▶ _Extracted material_
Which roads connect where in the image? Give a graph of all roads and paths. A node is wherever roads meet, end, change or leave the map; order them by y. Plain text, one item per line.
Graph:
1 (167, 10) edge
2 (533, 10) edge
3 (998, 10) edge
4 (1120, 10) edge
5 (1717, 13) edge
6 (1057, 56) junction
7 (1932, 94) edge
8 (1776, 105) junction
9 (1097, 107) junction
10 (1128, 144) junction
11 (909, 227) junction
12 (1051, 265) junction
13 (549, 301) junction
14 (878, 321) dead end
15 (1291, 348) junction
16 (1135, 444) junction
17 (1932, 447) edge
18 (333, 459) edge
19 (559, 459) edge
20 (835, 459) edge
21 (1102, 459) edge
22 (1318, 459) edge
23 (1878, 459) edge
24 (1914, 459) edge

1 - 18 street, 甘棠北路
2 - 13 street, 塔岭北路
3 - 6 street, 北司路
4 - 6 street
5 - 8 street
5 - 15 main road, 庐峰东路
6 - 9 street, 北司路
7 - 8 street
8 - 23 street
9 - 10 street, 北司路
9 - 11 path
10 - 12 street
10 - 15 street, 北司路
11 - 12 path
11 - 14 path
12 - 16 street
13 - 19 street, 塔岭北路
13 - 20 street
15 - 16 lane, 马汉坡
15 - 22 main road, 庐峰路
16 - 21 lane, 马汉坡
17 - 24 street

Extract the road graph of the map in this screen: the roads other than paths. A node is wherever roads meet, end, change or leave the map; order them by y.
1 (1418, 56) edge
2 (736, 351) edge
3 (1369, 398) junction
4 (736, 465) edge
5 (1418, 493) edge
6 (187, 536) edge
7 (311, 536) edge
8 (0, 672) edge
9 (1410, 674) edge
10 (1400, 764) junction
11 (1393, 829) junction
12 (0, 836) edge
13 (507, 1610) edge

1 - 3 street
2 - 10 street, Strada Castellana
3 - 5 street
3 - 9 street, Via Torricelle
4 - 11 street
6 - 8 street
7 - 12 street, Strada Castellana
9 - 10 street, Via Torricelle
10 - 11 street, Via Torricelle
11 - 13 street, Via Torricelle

▶ _Exercise aim_
In full and without alteration, output the listing.

▶ _Your solution_
Which roads connect where in the image? Give a graph of all roads and paths. A node is wherever roads meet, end, change or leave the map; order them by y. Plain text, one item per line.
Graph:
1 (167, 10) edge
2 (533, 10) edge
3 (998, 10) edge
4 (1120, 10) edge
5 (1717, 13) edge
6 (1057, 56) junction
7 (1932, 94) edge
8 (1776, 105) junction
9 (1097, 107) junction
10 (1128, 144) junction
11 (909, 227) junction
12 (1051, 265) junction
13 (549, 301) junction
14 (878, 321) dead end
15 (1291, 348) junction
16 (1135, 444) junction
17 (1932, 447) edge
18 (333, 459) edge
19 (559, 459) edge
20 (835, 459) edge
21 (1102, 459) edge
22 (1318, 459) edge
23 (1878, 459) edge
24 (1914, 459) edge

1 - 18 street, 甘棠北路
2 - 13 street, 塔岭北路
3 - 6 street, 北司路
4 - 6 street
5 - 8 street
5 - 15 main road, 庐峰东路
6 - 9 street, 北司路
7 - 8 street
8 - 23 street
9 - 10 street, 北司路
9 - 11 path
10 - 12 street
10 - 15 street, 北司路
11 - 12 path
11 - 14 path
12 - 16 street
13 - 19 street, 塔岭北路
13 - 20 street
15 - 16 lane, 马汉坡
15 - 22 main road, 庐峰路
16 - 21 lane, 马汉坡
17 - 24 street

Extract the road graph of the map in this screen: the roads other than paths. A node is wherever roads meet, end, change or leave the map; order them by y.
1 (1418, 56) edge
2 (736, 351) edge
3 (1369, 398) junction
4 (736, 465) edge
5 (1418, 493) edge
6 (187, 536) edge
7 (311, 536) edge
8 (0, 672) edge
9 (1410, 674) edge
10 (1400, 764) junction
11 (1393, 829) junction
12 (0, 836) edge
13 (507, 1610) edge

1 - 3 street
2 - 10 street, Strada Castellana
3 - 5 street
3 - 9 street, Via Torricelle
4 - 11 street
6 - 8 street
7 - 12 street, Strada Castellana
9 - 10 street, Via Torricelle
10 - 11 street, Via Torricelle
11 - 13 street, Via Torricelle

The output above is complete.